必要な栄養やカロリーを十分に取れなくなると、治療に耐えにくくなり、感染症リスクや回復にも影響します。
そのため、「がんを餓死させる」という考えから極端な糖質制限や食事制限を自己判断で行うことには注意が必要です。
それでも「がん代謝を狙う」という発想は重要
一方で、今回の話の根底にある
「がん細胞特有の代謝を狙って治療できないか」
という発想自体は、決して疑似科学ではありません。
グルコース代謝やグルタミン代謝、脂質代謝などを標的とする研究は、現代のがん研究の重要な分野です。

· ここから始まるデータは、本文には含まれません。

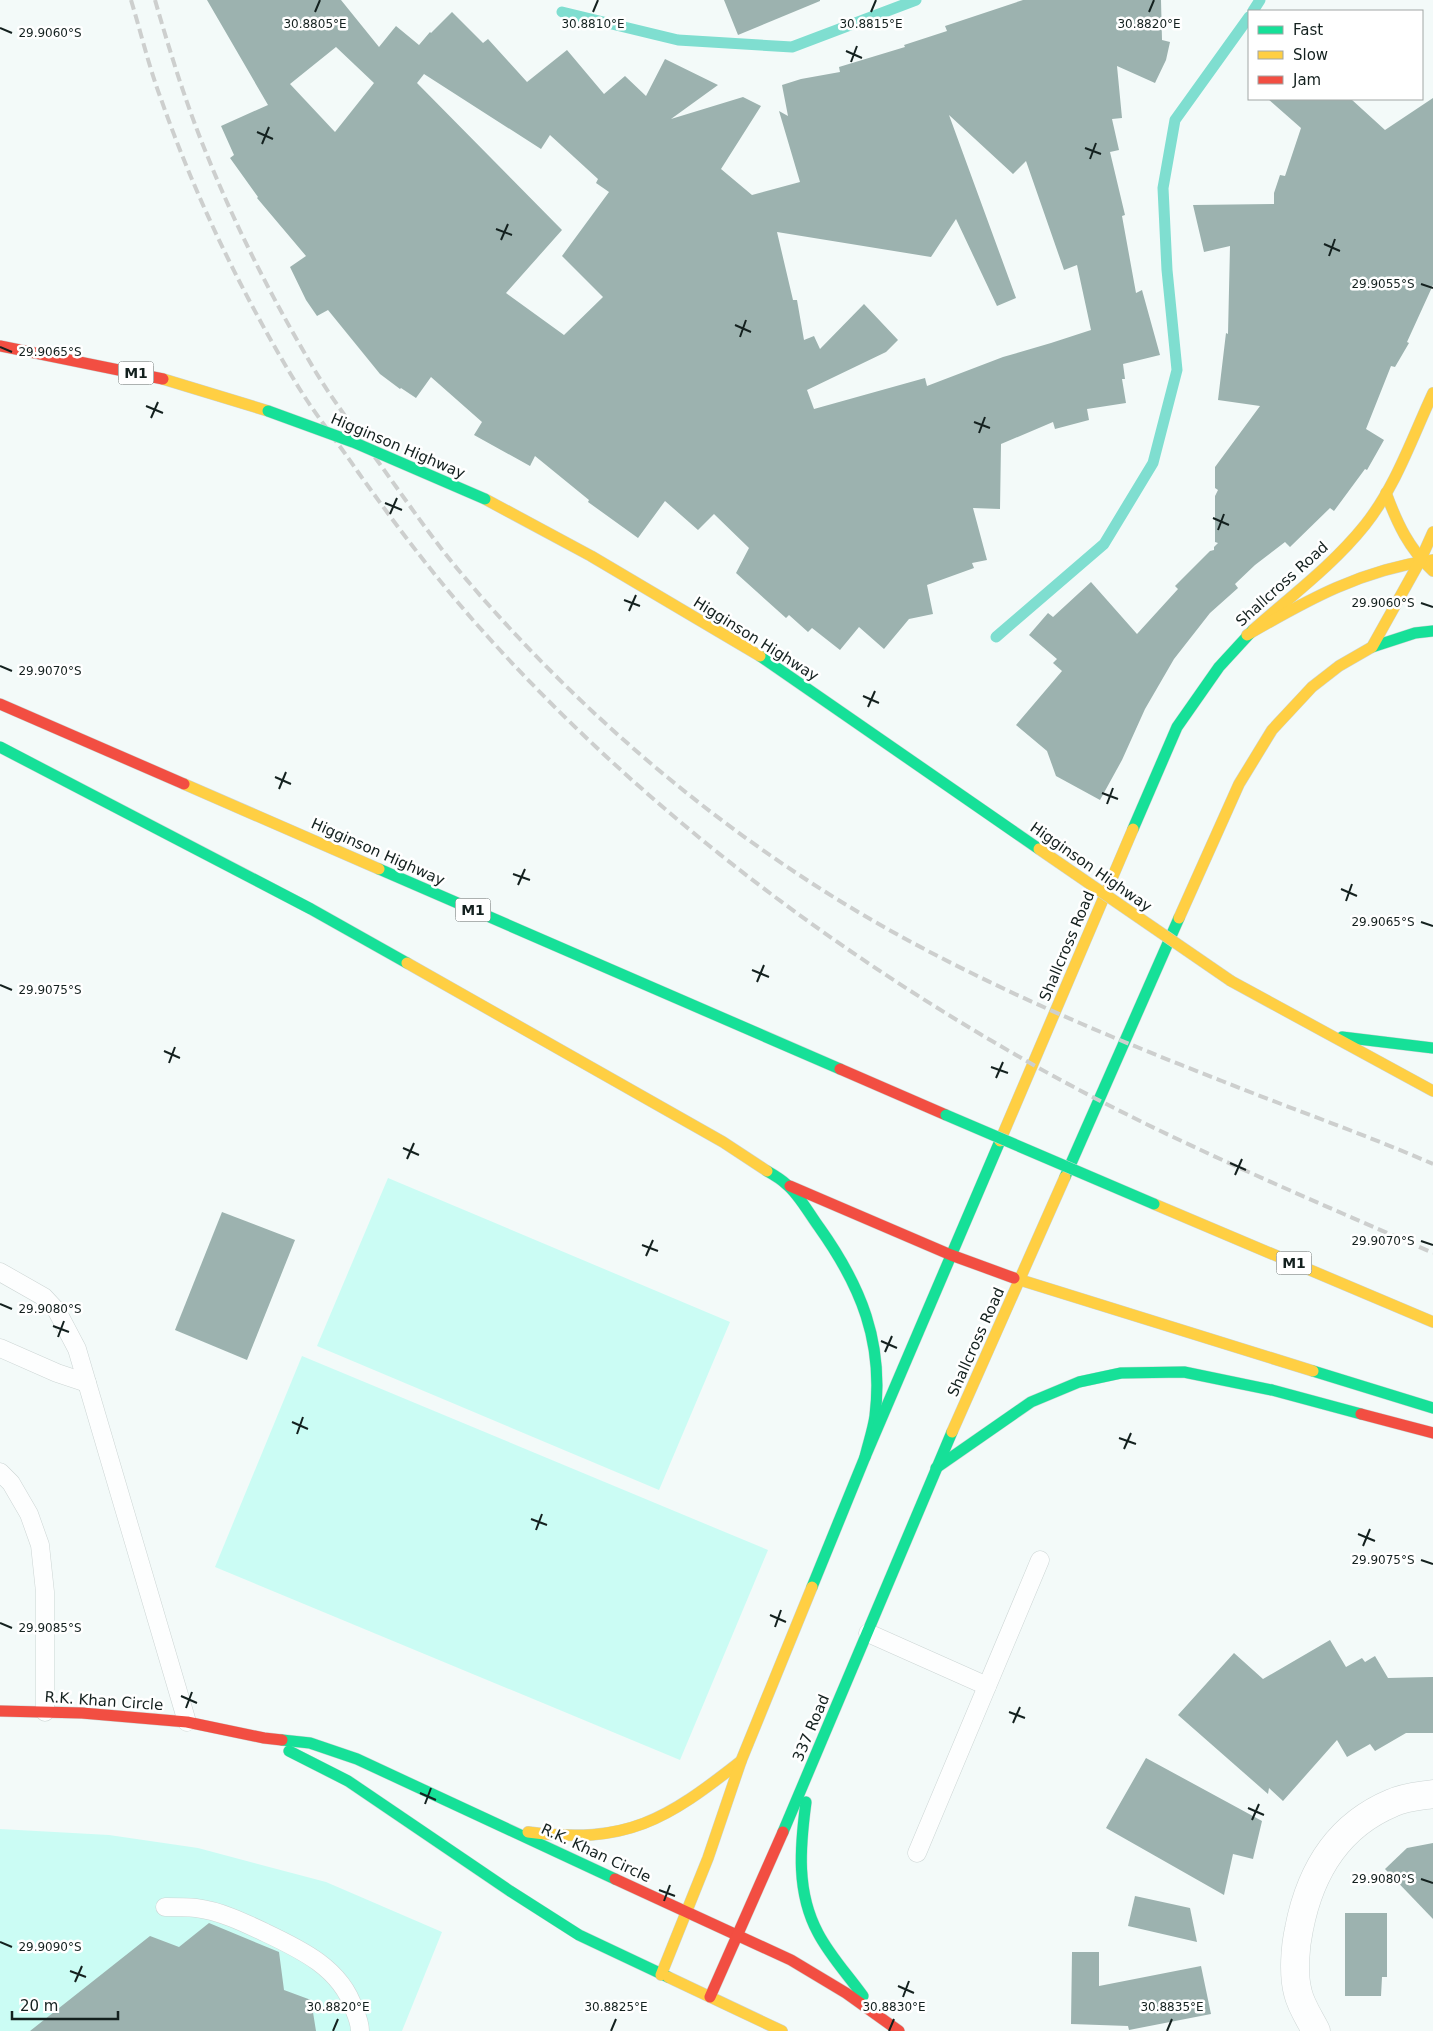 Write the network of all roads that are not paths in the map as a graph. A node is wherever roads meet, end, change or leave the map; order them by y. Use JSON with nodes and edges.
{"nodes":[{"id":1,"x":0,"y":346,"type":"edge"},
{"id":2,"x":1433,"y":393,"type":"edge"},
{"id":3,"x":1386,"y":493,"type":"junction"},
{"id":4,"x":1433,"y":532,"type":"edge"},
{"id":5,"x":1433,"y":560,"type":"edge"},
{"id":6,"x":1420,"y":561,"type":"junction"},
{"id":7,"x":1433,"y":571,"type":"edge"},
{"id":8,"x":1433,"y":631,"type":"edge"},
{"id":9,"x":1248,"y":635,"type":"junction"},
{"id":10,"x":1372,"y":647,"type":"junction"},
{"id":11,"x":0,"y":704,"type":"edge"},
{"id":12,"x":0,"y":746,"type":"edge"},
{"id":13,"x":1330,"y":1036,"type":"junction"},
{"id":14,"x":1433,"y":1048,"type":"edge"},
{"id":15,"x":1433,"y":1091,"type":"edge"},
{"id":16,"x":788,"y":1185,"type":"junction"},
{"id":17,"x":951,"y":1255,"type":"junction"},
{"id":18,"x":0,"y":1272,"type":"edge"},
{"id":19,"x":1020,"y":1280,"type":"junction"},
{"id":20,"x":1433,"y":1322,"type":"edge"},
{"id":21,"x":0,"y":1348,"type":"edge"},
{"id":22,"x":87,"y":1383,"type":"junction"},
{"id":23,"x":1433,"y":1408,"type":"edge"},
{"id":24,"x":1433,"y":1433,"type":"edge"},
{"id":25,"x":865,"y":1457,"type":"junction"},
{"id":26,"x":936,"y":1468,"type":"junction"},
{"id":27,"x":0,"y":1472,"type":"edge"},
{"id":28,"x":1040,"y":1560,"type":"dead end"},
{"id":29,"x":868,"y":1633,"type":"junction"},
{"id":30,"x":987,"y":1686,"type":"junction"},
{"id":31,"x":0,"y":1711,"type":"edge"},
{"id":32,"x":45,"y":1712,"type":"junction"},
{"id":33,"x":187,"y":1722,"type":"junction"},
{"id":34,"x":264,"y":1738,"type":"junction"},
{"id":35,"x":741,"y":1761,"type":"junction"},
{"id":36,"x":812,"y":1766,"type":"junction"},
{"id":37,"x":1433,"y":1794,"type":"edge"},
{"id":38,"x":506,"y":1828,"type":"junction"},
{"id":39,"x":917,"y":1853,"type":"dead end"},
{"id":40,"x":166,"y":1907,"type":"dead end"},
{"id":41,"x":687,"y":1911,"type":"junction"},
{"id":42,"x":737,"y":1935,"type":"junction"},
{"id":43,"x":661,"y":1975,"type":"junction"},
{"id":44,"x":710,"y":1997,"type":"junction"},
{"id":45,"x":875,"y":2012,"type":"junction"},
{"id":46,"x":360,"y":2031,"type":"edge"},
{"id":47,"x":782,"y":2031,"type":"edge"},
{"id":48,"x":898,"y":2031,"type":"edge"},
{"id":49,"x":1316,"y":2031,"type":"edge"}],
"edges":[{"from":1,"to":13,"type":"main road","name":"Higginson Highway","number":"M1","bridge":true},
{"from":2,"to":3,"type":"main road","name":"Shallcross Road"},
{"from":3,"to":6,"type":"main road"},
{"from":3,"to":9,"type":"main road","name":"Shallcross Road"},
{"from":4,"to":6,"type":"main road"},
{"from":5,"to":6,"type":"main road"},
{"from":6,"to":7,"type":"main road"},
{"from":6,"to":9,"type":"main road"},
{"from":6,"to":10,"type":"main road"},
{"from":8,"to":10,"type":"main road","name":"Shallcross Road"},
{"from":9,"to":17,"type":"main road","name":"Shallcross Road"},
{"from":10,"to":19,"type":"main road","name":"Shallcross Road"},
{"from":11,"to":20,"type":"main road","name":"Higginson Highway","number":"M1","bridge":true},
{"from":12,"to":16,"type":"main road"},
{"from":13,"to":14,"type":"main road"},
{"from":13,"to":15,"type":"main road","name":"Higginson Highway","number":"M1"},
{"from":16,"to":17,"type":"main road"},
{"from":16,"to":25,"type":"main road"},
{"from":17,"to":19,"type":"main road"},
{"from":17,"to":25,"type":"main road","name":"Shallcross Road"},
{"from":18,"to":22,"type":"lane"},
{"from":19,"to":23,"type":"main road"},
{"from":19,"to":26,"type":"main road","name":"Shallcross Road"},
{"from":21,"to":22,"type":"lane"},
{"from":22,"to":33,"type":"lane"},
{"from":24,"to":26,"type":"main road"},
{"from":25,"to":35,"type":"main road"},
{"from":26,"to":29,"type":"main road","name":"337 Road"},
{"from":27,"to":32,"type":"lane"},
{"from":28,"to":30,"type":"lane"},
{"from":29,"to":30,"type":"lane"},
{"from":29,"to":36,"type":"main road","name":"337 Road"},
{"from":30,"to":39,"type":"lane"},
{"from":31,"to":32,"type":"main road","name":"R.K. Khan Circle"},
{"from":32,"to":33,"type":"main road","name":"R.K. Khan Circle"},
{"from":33,"to":34,"type":"main road","name":"R.K. Khan Circle"},
{"from":34,"to":38,"type":"main road","name":"R.K. Khan Circle"},
{"from":34,"to":43,"type":"main road","name":"R.K. Khan Circle"},
{"from":35,"to":38,"type":"main road"},
{"from":35,"to":41,"type":"main road"},
{"from":36,"to":42,"type":"main road","name":"337 Road"},
{"from":36,"to":45,"type":"main road"},
{"from":37,"to":49,"type":"street"},
{"from":38,"to":41,"type":"main road","name":"R.K. Khan Circle"},
{"from":40,"to":46,"type":"lane"},
{"from":41,"to":42,"type":"main road","name":"R.K. Khan Circle"},
{"from":41,"to":43,"type":"main road"},
{"from":42,"to":44,"type":"main road","name":"337 Road"},
{"from":42,"to":45,"type":"main road","name":"R.K. Khan Circle"},
{"from":43,"to":44,"type":"main road","name":"R.K. Khan Circle"},
{"from":44,"to":47,"type":"main road","name":"R.K. Khan Circle"},
{"from":45,"to":48,"type":"main road","name":"R.K. Khan Circle"}]}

特に一部のがん細胞がグルタミンに強く依存することから、グルタミナーゼなどの酵素を阻害する薬剤の研究も進められています。
つまり、「がんを代謝面から攻撃する」という発想と、「特定食品を避ければがんを餓死させられる」という主張は分けて考える必要があります。
まとめ
今回の主張には、科学的に興味深い部分と、大きく単純化されている部分が混在しています。
がん細胞がグルコースを大量に利用し、一部のがんがグルタミンにも強く依存することは事実です。

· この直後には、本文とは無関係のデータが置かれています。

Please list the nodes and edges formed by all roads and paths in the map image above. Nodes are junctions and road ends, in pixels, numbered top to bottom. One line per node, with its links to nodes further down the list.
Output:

そして、この代謝依存性を標的とした治療法は現在も研究されています。
しかし、
「がん細胞の燃料はグルコースとグルタミンの2つだけ」「食事でこの2つを断てば腫瘍は餓死する」
というところまでは、現在の科学では支持されていません。
がん細胞には代謝を切り替える能力があり、グルコースやグルタミン以外の栄養源を利用できる場合もあります。
緑茶、きのこ、ターメリック、モリンガ、発酵食品などを健康的な食生活の一部として取り入れることと、それらを「がんを餓死させる治療」と考えることも別問題です。
今回の話で注目すべきなのは、「糖を食べなければがんが死ぬ」という単純な結論ではなく、がん細胞の代謝依存性そのものが、新しい治療標的として本格的に研究されているという点でしょう。